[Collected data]
┌────────
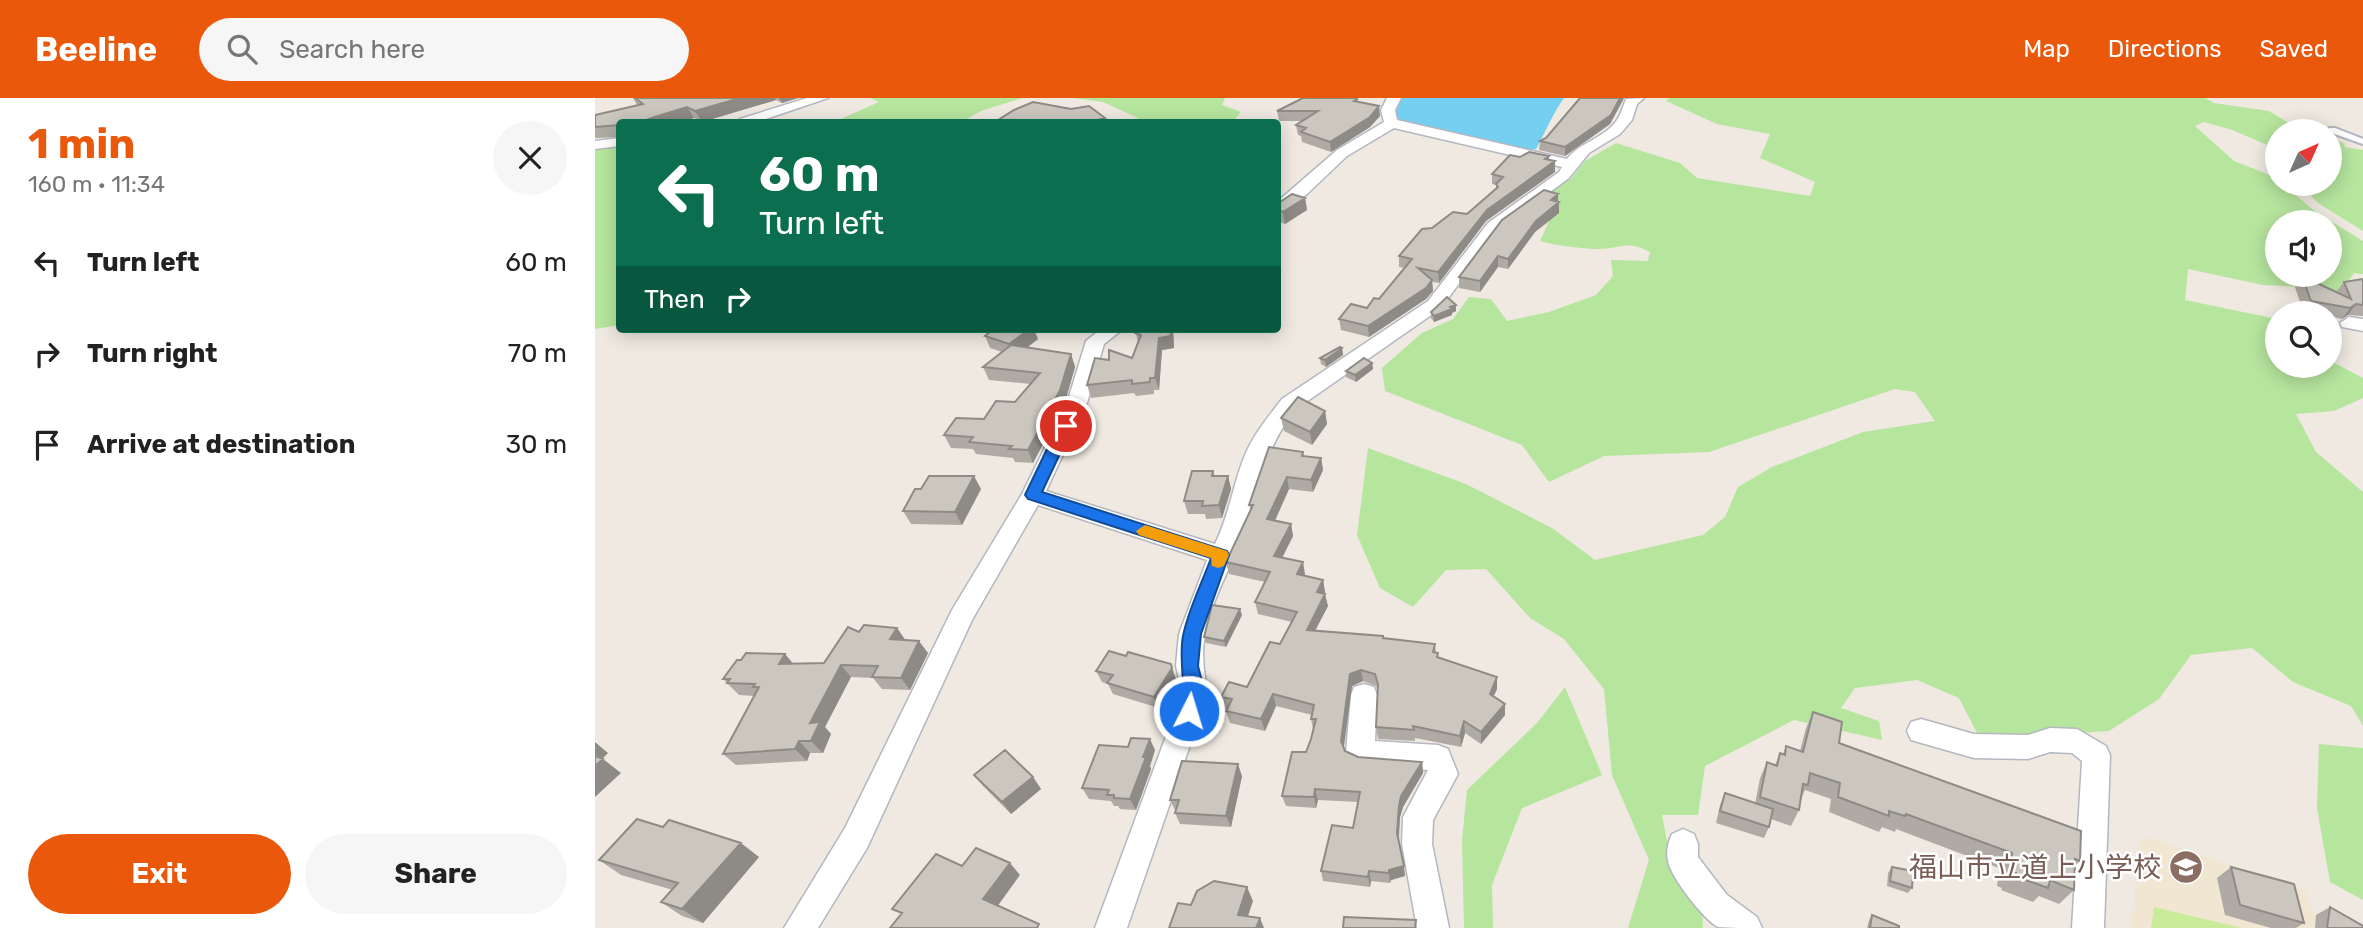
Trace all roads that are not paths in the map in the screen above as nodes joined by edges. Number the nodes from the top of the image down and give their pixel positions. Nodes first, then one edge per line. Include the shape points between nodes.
1 (821, 98) edge
2 (1394, 98) edge
3 (1637, 98) edge
4 (754, 119) edge
5 (1392, 123) junction
6 (2342, 134) edge
7 (616, 142) edge
8 (2363, 142) edge
9 (595, 145) edge
10 (1570, 164) junction
11 (1281, 207) edge
12 (1098, 333) edge
13 (1033, 495) junction
14 (1221, 555) junction
15 (1364, 695) dead end
16 (1921, 731) dead end
17 (1682, 844) dead end
18 (807, 925) edge
19 (1111, 928) edge
20 (1433, 928) edge
21 (1746, 928) edge
22 (2088, 928) edge

1 - 4 street
2 - 5 street via 1388,112
3 - 10 street via 1615,131
5 - 10 street
5 - 11 street via 1342,153
6 - 8 lane
7 - 9 street
10 - 14 street via 1564,175 1494,226 1434,305 1289,404 1271,425 1256,455 1235,527
12 - 13 street via 1077,403
13 - 14 street
13 - 18 street via 961,617 856,838
14 - 19 street via 1192,634 1189,666 1195,693
15 - 20 street via 1360,752 1439,758 1444,774 1418,817 1417,844
16 - 22 street via 1974,746 2028,747 2050,740 2077,741 2096,755
17 - 21 street via 1683,862 1716,906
└────────
Try it | Would you write out each record above exactly, with no images?

Reply |
Trace all roads that are not paths in the map in the screen above as nodes joined by edges. Number the nodes from the top of the image down and give their pixel positions. Nodes first, then one edge per line. Include the shape points between nodes.
1 (821, 98) edge
2 (1394, 98) edge
3 (1637, 98) edge
4 (754, 119) edge
5 (1392, 123) junction
6 (2342, 134) edge
7 (616, 142) edge
8 (2363, 142) edge
9 (595, 145) edge
10 (1570, 164) junction
11 (1281, 207) edge
12 (1098, 333) edge
13 (1033, 495) junction
14 (1221, 555) junction
15 (1364, 695) dead end
16 (1921, 731) dead end
17 (1682, 844) dead end
18 (807, 925) edge
19 (1111, 928) edge
20 (1433, 928) edge
21 (1746, 928) edge
22 (2088, 928) edge

1 - 4 street
2 - 5 street via 1388,112
3 - 10 street via 1615,131
5 - 10 street
5 - 11 street via 1342,153
6 - 8 lane
7 - 9 street
10 - 14 street via 1564,175 1494,226 1434,305 1289,404 1271,425 1256,455 1235,527
12 - 13 street via 1077,403
13 - 14 street
13 - 18 street via 961,617 856,838
14 - 19 street via 1192,634 1189,666 1195,693
15 - 20 street via 1360,752 1439,758 1444,774 1418,817 1417,844
16 - 22 street via 1974,746 2028,747 2050,740 2077,741 2096,755
17 - 21 street via 1683,862 1716,906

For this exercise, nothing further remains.